Molecular mechanism of substrate specificity for heparan sulfate 2-O-sulfotransferase.

机构信息

From the Division of Chemical Biology and Medicinal Chemistry, Eshelman School of Pharmacy, University of North Carolina, Chapel Hill, North Carolina 27599.

出版信息

J Biol Chem. 2014 May 9;289(19):13407-18. doi: 10.1074/jbc.M113.530535. Epub 2014 Mar 20.

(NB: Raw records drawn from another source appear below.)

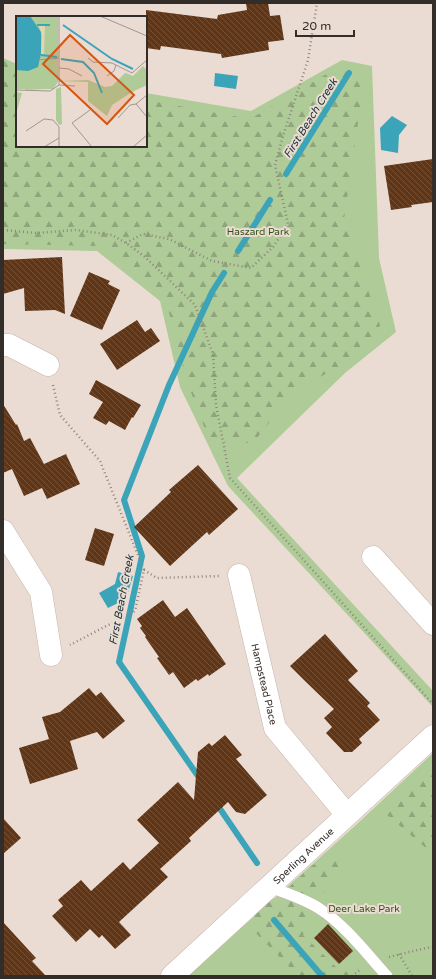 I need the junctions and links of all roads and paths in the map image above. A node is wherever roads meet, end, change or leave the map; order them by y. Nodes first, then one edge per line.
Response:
1 (317, 3) edge
2 (3, 230) edge
3 (126, 243) junction
4 (3, 345) edge
5 (48, 365) joint
6 (3, 531) edge
7 (373, 558) dead end
8 (144, 570) junction
9 (239, 576) joint
10 (433, 624) edge
11 (51, 655) joint
12 (433, 704) edge
13 (433, 736) edge
14 (347, 815) junction
15 (269, 887) junction
16 (433, 947) edge
17 (399, 954) junction
18 (374, 962) junction
19 (172, 976) edge
20 (387, 976) edge
21 (412, 976) edge

1 - 3 path
2 - 3 path
3 - 12 path
4 - 5 street
5 - 8 path
6 - 11 street
7 - 10 street
8 - 9 path
8 - 11 path
9 - 14 street, Hampstead Place
13 - 14 street, Sperling Avenue
14 - 15 street, Sperling Avenue
15 - 18 lane
15 - 19 street, Sperling Avenue
16 - 17 path
17 - 18 path
17 - 21 path
18 - 20 lane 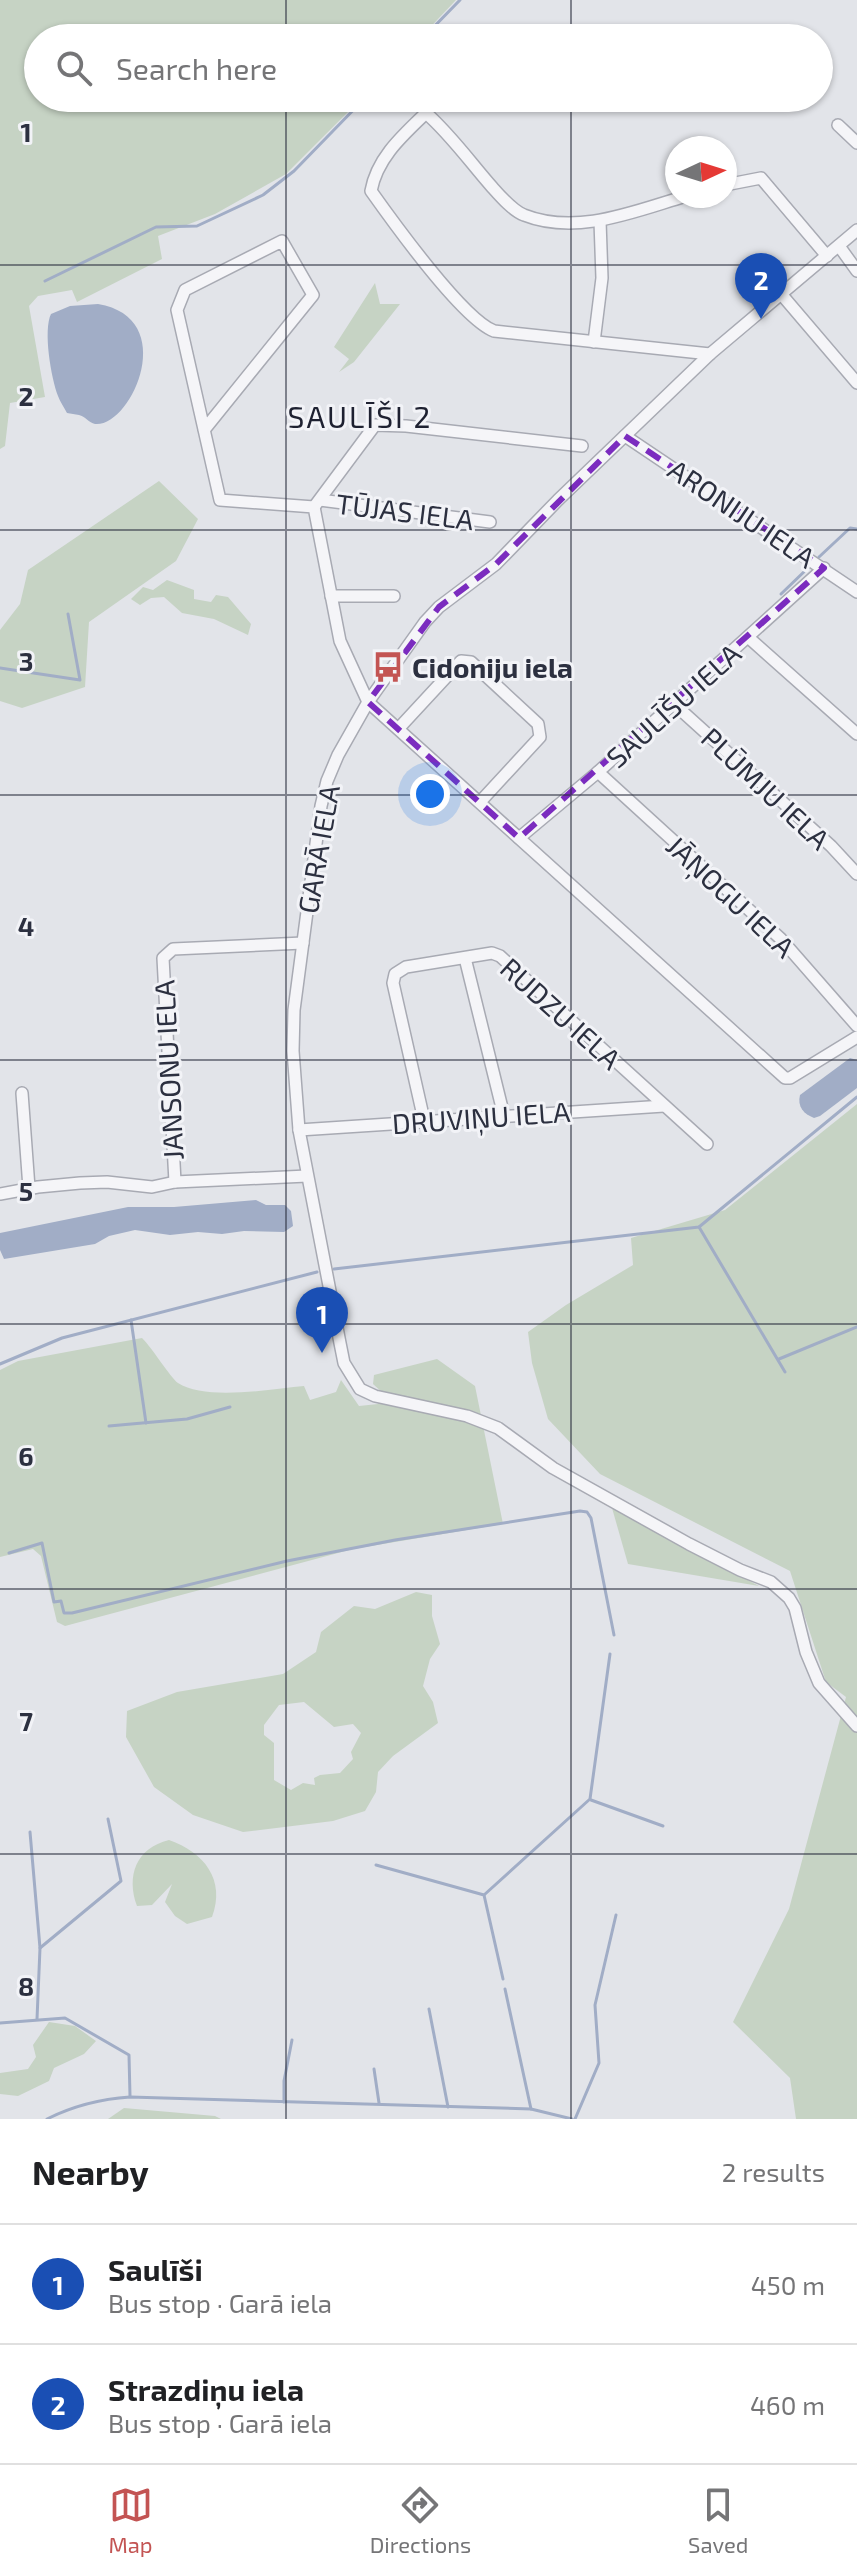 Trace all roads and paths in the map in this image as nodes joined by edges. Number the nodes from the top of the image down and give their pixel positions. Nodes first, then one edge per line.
1 (838, 125) dead end
2 (857, 143) edge
3 (737, 183) edge
4 (665, 202) edge
5 (600, 221) junction
6 (857, 230) edge
7 (839, 246) junction
8 (827, 256) junction
9 (857, 271) edge
10 (782, 295) junction
11 (594, 342) junction
12 (710, 354) junction
13 (857, 383) edge
14 (204, 430) junction
15 (625, 436) junction
16 (582, 446) dead end
17 (317, 504) junction
18 (490, 522) dead end
19 (824, 568) junction
20 (857, 592) edge
21 (331, 596) junction
22 (394, 596) dead end
23 (749, 638) junction
24 (368, 702) junction
25 (674, 704) junction
26 (399, 728) junction
27 (857, 734) edge
28 (598, 772) junction
29 (480, 802) junction
30 (519, 838) junction
31 (857, 874) edge
32 (303, 943) junction
33 (465, 958) junction
34 (857, 1026) edge
35 (857, 1037) edge
36 (22, 1093) dead end
37 (664, 1106) junction
38 (504, 1116) junction
39 (424, 1120) junction
40 (299, 1130) junction
41 (707, 1144) dead end
42 (307, 1176) junction
43 (175, 1182) junction
44 (29, 1188) junction
45 (0, 1194) edge
46 (857, 1726) edge

1 - 2 street
3 - 8 street
4 - 5 street
5 - 11 street
5 - 11 street
6 - 7 street, GARĀ IELA
7 - 8 street, GARĀ IELA
7 - 9 street
8 - 10 street, GARĀ IELA
10 - 12 street, GARĀ IELA
10 - 13 street
11 - 12 street
12 - 15 street, GARĀ IELA
14 - 14 street
14 - 17 street
15 - 19 street, ARONIJU IELA
15 - 24 street, GARĀ IELA
16 - 17 street
17 - 18 street, TŪJAS IELA
17 - 21 street
19 - 20 street, ARONIJU IELA
19 - 23 street, SAULĪŠU IELA
21 - 22 street
21 - 24 street
23 - 25 street, SAULĪŠU IELA
23 - 27 street
24 - 26 street
24 - 32 street, GARĀ IELA
25 - 28 street, SAULĪŠU IELA
25 - 31 street, PLŪMJU IELA
26 - 29 street
26 - 29 street
28 - 30 street, SAULĪŠU IELA
28 - 34 street, JĀŅOGU IELA
29 - 30 street
30 - 35 street
32 - 40 street, GARĀ IELA
32 - 43 street, JANSONU IELA
33 - 37 street, RUDZU IELA
33 - 38 street
33 - 39 street, RUDZU IELA
36 - 44 street
37 - 38 street, DRUVIŅU IELA
37 - 41 street, RUDZU IELA
38 - 39 street, DRUVIŅU IELA
39 - 40 street, DRUVIŅU IELA
40 - 42 street, GARĀ IELA
42 - 43 street
42 - 46 street, GARĀ IELA
43 - 44 street
44 - 45 street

DOI:10.1074/jbc.M113.530535
PMID:24652287
原文链接:https://pmc.ncbi.nlm.nih.gov/articles/PMC4036349/
Abstract

Heparan sulfate (HS) is an abundant polysaccharide in the animal kingdom with essential physiological functions. HS is composed of sulfated saccharides that are biosynthesized through a complex pathway involving multiple enzymes. In vivo regulation of this process remains unclear. HS 2-O-sulfotransferase (2OST) is a key enzyme in this pathway. Here, we report the crystal structure of the ternary complex of 2OST, 3'-phosphoadenosine 5'-phosphate, and a heptasaccharide substrate. Utilizing site-directed mutagenesis and specific oligosaccharide substrate sequences, we probed the molecular basis of specificity and 2OST position in the ordered HS biosynthesis pathway. These studies revealed that Arg-80, Lys-350, and Arg-190 of 2OST interact with the N-sulfo groups near the modification site, consistent with the dependence of 2OST on N-sulfation. In contrast, 6-O-sulfo groups on HS are likely excluded by steric and electrostatic repulsion within the active site supporting the hypothesis that 2-O-sulfation occurs prior to 6-O-sulfation. Our results provide the structural evidence for understanding the sequence of enzymatic events in this pathway.

摘要

硫酸乙酰肝素(HS)是动物界中一种丰富的多糖,具有重要的生理功能。HS 由通过涉及多种酶的复杂途径生物合成的硫酸化糖组成。该过程的体内调节尚不清楚。HS 2-O-磺基转移酶(2OST)是该途径中的关键酶。在这里,我们报告了 2OST、3'-磷酸腺苷 5'-磷酸和七糖底物三元复合物的晶体结构。利用定点突变和特定的寡糖底物序列,我们探讨了特异性和 2OST 在有序 HS 生物合成途径中的位置的分子基础。这些研究表明,2OST 的 Arg-80、Lys-350 和 Arg-190 与修饰部位附近的 N-磺酰基团相互作用,这与 2OST 对 N-磺化的依赖性一致。相比之下,HS 上的 6-O-磺酰基基团可能由于活性部位内的空间位阻和静电排斥而被排除在外,这支持了 2-O-磺化先于 6-O-磺化的假设。我们的结果为理解该途径中酶促事件的顺序提供了结构证据。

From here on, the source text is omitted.